▶ **EXERCISE DETAILS**
Copy every line below that has the word "Verksgata" in it.

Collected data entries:
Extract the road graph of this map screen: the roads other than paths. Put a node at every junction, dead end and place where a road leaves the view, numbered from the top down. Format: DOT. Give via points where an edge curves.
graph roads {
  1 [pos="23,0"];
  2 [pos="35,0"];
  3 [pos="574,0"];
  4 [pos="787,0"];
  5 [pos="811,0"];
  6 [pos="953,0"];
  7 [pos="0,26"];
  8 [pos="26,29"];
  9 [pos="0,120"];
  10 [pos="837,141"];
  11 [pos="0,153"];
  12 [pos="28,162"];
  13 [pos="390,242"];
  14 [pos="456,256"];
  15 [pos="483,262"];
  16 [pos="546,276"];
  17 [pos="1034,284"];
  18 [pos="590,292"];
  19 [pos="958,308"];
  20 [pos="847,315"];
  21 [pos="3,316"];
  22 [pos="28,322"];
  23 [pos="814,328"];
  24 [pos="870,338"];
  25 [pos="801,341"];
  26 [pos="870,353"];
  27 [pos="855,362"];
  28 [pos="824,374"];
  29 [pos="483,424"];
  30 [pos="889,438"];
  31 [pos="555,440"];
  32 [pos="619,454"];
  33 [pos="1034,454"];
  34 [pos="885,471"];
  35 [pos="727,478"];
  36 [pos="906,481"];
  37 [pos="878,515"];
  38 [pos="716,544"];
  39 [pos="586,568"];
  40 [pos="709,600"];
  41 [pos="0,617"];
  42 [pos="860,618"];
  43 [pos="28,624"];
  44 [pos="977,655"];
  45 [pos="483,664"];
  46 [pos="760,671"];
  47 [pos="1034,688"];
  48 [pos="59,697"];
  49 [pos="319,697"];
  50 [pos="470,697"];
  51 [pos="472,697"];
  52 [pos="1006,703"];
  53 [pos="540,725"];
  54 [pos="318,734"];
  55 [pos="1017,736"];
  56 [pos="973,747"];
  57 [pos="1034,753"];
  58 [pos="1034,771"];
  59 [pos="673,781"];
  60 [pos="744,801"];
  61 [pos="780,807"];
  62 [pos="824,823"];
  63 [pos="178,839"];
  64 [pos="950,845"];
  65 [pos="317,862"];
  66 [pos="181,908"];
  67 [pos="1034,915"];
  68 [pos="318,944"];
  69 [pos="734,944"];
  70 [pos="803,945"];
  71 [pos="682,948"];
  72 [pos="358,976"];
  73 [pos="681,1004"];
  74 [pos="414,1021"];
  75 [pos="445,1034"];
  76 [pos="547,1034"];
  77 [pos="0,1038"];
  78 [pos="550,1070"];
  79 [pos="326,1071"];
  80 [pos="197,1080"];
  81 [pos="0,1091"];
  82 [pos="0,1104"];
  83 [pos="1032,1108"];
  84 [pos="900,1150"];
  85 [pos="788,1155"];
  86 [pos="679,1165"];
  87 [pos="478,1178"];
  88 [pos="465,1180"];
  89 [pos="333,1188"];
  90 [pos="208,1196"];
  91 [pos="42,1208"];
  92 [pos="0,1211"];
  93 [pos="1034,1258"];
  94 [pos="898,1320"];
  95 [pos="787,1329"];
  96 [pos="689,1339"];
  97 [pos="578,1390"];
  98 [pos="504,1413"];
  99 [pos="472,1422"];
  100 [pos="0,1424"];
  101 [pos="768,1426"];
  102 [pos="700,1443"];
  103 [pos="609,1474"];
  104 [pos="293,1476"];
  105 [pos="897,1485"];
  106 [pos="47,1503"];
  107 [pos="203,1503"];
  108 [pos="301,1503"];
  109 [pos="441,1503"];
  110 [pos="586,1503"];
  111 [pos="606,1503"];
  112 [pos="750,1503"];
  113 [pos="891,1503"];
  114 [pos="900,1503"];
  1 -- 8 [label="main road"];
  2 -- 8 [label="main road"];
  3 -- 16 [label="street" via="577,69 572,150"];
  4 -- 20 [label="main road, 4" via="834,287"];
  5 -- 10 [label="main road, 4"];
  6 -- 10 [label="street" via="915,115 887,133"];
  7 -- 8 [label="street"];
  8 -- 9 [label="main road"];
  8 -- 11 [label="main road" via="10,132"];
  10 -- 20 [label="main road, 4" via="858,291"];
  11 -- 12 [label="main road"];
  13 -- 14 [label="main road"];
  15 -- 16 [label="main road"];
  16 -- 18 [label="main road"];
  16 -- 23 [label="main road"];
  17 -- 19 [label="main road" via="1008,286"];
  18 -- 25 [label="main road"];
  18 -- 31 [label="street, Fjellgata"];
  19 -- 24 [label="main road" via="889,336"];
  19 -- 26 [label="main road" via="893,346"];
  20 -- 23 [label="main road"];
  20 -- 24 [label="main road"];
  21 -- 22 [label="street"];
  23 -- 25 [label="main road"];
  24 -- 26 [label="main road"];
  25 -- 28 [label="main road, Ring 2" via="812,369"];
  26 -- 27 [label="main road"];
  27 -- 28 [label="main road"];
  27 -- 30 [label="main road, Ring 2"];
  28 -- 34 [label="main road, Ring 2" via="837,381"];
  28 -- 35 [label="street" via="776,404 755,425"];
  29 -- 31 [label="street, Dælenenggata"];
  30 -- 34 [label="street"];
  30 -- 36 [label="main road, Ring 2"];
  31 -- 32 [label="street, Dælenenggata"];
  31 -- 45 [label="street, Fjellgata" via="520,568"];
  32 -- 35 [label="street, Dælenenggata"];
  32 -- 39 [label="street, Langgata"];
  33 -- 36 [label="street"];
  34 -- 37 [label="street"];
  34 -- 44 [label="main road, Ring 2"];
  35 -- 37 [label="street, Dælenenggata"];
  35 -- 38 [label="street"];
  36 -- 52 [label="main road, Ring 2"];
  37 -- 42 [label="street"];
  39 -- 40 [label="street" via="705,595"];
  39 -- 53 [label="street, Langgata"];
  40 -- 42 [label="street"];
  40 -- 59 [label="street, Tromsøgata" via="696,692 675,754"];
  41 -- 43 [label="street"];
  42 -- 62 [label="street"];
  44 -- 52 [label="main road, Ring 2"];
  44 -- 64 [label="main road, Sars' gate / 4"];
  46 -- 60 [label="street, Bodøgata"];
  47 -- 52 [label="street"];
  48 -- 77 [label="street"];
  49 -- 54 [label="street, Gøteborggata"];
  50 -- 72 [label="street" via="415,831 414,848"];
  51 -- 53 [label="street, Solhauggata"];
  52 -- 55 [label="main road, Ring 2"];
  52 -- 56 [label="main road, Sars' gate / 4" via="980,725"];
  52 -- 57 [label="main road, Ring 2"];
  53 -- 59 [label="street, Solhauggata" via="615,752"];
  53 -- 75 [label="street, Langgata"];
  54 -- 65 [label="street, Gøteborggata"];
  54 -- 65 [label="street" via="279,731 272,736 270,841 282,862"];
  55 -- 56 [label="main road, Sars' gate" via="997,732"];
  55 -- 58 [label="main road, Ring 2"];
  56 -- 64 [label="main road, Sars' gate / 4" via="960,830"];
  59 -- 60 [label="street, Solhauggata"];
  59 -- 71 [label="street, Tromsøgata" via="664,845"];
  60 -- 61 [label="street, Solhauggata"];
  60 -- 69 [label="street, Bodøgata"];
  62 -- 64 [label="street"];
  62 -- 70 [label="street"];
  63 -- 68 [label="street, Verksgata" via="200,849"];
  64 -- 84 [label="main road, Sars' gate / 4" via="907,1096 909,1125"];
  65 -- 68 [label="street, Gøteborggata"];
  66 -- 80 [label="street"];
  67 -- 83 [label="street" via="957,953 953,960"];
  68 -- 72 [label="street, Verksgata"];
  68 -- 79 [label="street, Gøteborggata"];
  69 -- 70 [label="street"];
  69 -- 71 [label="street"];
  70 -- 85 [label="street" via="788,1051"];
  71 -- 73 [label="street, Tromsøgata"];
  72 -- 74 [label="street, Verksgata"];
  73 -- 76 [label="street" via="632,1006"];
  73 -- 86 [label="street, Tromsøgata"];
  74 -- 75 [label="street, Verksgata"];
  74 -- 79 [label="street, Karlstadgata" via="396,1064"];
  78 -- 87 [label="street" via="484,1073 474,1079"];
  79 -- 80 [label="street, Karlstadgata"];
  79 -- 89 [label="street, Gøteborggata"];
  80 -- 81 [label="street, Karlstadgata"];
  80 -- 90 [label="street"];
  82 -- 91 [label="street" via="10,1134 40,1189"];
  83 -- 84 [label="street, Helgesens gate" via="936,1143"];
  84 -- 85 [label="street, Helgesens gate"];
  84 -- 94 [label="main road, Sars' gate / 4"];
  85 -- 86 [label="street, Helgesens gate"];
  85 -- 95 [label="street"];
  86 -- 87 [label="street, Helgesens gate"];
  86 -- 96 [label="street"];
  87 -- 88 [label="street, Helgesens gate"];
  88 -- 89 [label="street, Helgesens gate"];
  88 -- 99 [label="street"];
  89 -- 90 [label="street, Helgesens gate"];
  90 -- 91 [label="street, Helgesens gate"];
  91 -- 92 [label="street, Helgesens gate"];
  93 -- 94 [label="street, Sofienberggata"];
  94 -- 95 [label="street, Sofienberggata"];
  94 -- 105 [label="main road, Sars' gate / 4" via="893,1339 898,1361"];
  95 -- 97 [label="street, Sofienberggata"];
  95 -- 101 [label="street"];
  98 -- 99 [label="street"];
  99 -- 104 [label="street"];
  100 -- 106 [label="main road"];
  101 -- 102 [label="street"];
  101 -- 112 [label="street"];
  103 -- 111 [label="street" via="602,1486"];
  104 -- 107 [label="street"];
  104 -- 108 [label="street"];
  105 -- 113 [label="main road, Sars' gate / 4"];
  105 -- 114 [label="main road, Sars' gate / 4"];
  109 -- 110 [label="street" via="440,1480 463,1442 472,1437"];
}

▶ **SOLVED EXERCISE**
  63 -- 68 [label="street, Verksgata" via="200,849"];
  68 -- 72 [label="street, Verksgata"];
  72 -- 74 [label="street, Verksgata"];
  74 -- 75 [label="street, Verksgata"];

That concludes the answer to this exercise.